A good starting point would be to visit a dealer and compare the BnWs to a few alternatives.

I will go out on a limb and disagree with "whatever you like is best" regardless of measurements. It is easy to say "whatever you like", but unhelpful. In the case of speakers there is such variation in sound and program content that listener preferences may differ in a lot of ways and may not be repeatable. You may indeed never hear anything really good sound (uncolored) at all with which to compare the BWs.

Do you want to hear what is on the recording? Get one of the powered monitors recommended in this forum. "Listener preference" is a rabbit hole - measurements are better and you will end up enjoying really accurate speakers. You will hear all of the program material (good and bad).

 

[Bob from Florida]

Traditional wedding question by usher - Bride or Groom?

Redneck wedding - Chevy or Ford?

Audiophile wedding - Objective or Subjective?

 

[tuga]

I will go out on a limb and disagree with "whatever you like is best" regardless of measurements. It is easy to say "whatever you like", but unhelpful. In the case of speakers there is such variation in sound and program content that listener preferences may differ in a lot of ways and may not be repeatable. You may indeed never hear anything really good sound (uncolored) at all with which to compare the BWs.

Do you want to hear what is on the recording? Get one of the powered monitors recommended in this forum. "Listener preference" is a rabbit hole - measurements are better and you will end up enjoying really accurate speakers. You will hear all of the program material (good and bad).

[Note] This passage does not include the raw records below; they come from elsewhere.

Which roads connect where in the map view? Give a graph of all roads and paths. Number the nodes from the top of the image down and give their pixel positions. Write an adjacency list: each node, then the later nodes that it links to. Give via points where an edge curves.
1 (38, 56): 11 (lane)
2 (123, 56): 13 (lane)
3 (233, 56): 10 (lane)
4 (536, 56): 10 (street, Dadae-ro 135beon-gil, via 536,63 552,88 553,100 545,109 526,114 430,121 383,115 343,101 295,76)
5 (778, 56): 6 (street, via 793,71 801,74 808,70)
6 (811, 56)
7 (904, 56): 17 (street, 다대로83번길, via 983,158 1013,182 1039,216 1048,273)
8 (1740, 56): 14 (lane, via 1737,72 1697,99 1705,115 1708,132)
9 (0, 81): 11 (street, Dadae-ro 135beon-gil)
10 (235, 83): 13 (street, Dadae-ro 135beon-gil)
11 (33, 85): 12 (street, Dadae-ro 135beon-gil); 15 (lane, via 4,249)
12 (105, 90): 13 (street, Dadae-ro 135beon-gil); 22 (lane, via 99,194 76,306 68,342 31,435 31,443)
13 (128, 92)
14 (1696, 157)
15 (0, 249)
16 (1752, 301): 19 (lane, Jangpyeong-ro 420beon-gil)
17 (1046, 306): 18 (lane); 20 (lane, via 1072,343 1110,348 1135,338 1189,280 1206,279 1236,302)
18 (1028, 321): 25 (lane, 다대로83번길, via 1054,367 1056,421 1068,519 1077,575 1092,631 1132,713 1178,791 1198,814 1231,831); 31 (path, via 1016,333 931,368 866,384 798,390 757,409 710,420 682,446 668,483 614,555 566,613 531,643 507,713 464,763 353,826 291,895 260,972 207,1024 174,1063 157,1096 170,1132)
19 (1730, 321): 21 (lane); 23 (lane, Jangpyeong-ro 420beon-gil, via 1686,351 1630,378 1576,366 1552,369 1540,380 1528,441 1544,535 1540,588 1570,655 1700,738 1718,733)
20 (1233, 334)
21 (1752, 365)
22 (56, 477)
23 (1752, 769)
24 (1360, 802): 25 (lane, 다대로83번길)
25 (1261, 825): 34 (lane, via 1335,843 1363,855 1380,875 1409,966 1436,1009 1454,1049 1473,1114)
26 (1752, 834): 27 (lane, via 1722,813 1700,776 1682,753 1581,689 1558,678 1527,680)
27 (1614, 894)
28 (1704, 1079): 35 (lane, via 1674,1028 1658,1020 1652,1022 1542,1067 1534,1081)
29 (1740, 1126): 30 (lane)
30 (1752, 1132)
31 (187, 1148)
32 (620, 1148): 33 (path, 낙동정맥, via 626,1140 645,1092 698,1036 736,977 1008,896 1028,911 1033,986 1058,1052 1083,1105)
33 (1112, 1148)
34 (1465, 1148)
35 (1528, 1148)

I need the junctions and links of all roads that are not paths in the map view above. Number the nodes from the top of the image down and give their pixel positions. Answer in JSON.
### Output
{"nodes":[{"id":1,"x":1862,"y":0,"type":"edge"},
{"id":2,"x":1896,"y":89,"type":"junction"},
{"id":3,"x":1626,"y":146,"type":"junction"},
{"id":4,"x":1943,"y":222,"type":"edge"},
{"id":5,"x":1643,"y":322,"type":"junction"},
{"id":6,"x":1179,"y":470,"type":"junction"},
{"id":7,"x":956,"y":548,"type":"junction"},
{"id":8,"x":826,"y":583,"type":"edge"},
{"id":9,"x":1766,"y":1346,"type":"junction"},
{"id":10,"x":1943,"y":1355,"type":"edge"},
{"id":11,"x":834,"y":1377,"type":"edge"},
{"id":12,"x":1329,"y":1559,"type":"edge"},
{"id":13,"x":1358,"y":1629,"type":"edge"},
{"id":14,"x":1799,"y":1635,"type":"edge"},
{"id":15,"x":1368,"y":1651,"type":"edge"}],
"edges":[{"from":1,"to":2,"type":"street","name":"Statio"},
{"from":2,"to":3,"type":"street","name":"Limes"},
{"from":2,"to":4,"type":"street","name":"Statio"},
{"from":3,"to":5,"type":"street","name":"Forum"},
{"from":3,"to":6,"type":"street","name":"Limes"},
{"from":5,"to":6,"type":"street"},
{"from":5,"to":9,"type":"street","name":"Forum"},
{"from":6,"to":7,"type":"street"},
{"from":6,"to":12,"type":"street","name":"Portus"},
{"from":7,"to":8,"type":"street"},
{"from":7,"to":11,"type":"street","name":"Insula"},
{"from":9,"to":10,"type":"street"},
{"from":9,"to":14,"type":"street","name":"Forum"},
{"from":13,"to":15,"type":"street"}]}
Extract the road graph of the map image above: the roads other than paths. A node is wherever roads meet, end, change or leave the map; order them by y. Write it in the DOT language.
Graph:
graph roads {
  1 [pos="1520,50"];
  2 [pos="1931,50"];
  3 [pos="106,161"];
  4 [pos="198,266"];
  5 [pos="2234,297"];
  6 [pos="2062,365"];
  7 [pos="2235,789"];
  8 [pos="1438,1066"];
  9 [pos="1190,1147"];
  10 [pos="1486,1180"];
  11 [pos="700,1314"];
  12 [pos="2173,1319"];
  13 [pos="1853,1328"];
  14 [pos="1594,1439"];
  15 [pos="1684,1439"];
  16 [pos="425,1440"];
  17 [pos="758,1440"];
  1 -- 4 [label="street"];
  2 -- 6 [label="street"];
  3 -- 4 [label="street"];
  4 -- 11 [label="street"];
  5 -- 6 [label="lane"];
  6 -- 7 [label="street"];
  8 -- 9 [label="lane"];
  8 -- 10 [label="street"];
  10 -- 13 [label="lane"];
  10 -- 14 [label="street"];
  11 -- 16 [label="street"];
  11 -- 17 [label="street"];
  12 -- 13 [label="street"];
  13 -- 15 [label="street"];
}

I avoid helping or suggesting altogether. People should go out and listen for themselves. That is how preference works.
Let's say I suggest a "transparent" monitor and the person ends up disapointed. What have I gained, and more importantly what has he gained?
That's nonsensical.

The ultimate goal of a system is to provide listening enjoyment to its owner, it's about what I think it's right or wrong, if he is getting good value for money or being conned, if 'I' wan't to hear what's on the recording...

 

[ctrl]

Yes a very small enclosure or a very wide enclosure is most of the time better since you don't want the diffraction to take place in the most sensible area of our hearing system.
In addition there is the crossover to the tweeter from 2kHz to 3kHz which created a power di dip in almost all cases due to the distance between the drivers.

The DI dip due to the increasing beam of the bass-midrange driver can be partially compensated, so that no or only a "shallow" dip occurs in the SP and PIR response.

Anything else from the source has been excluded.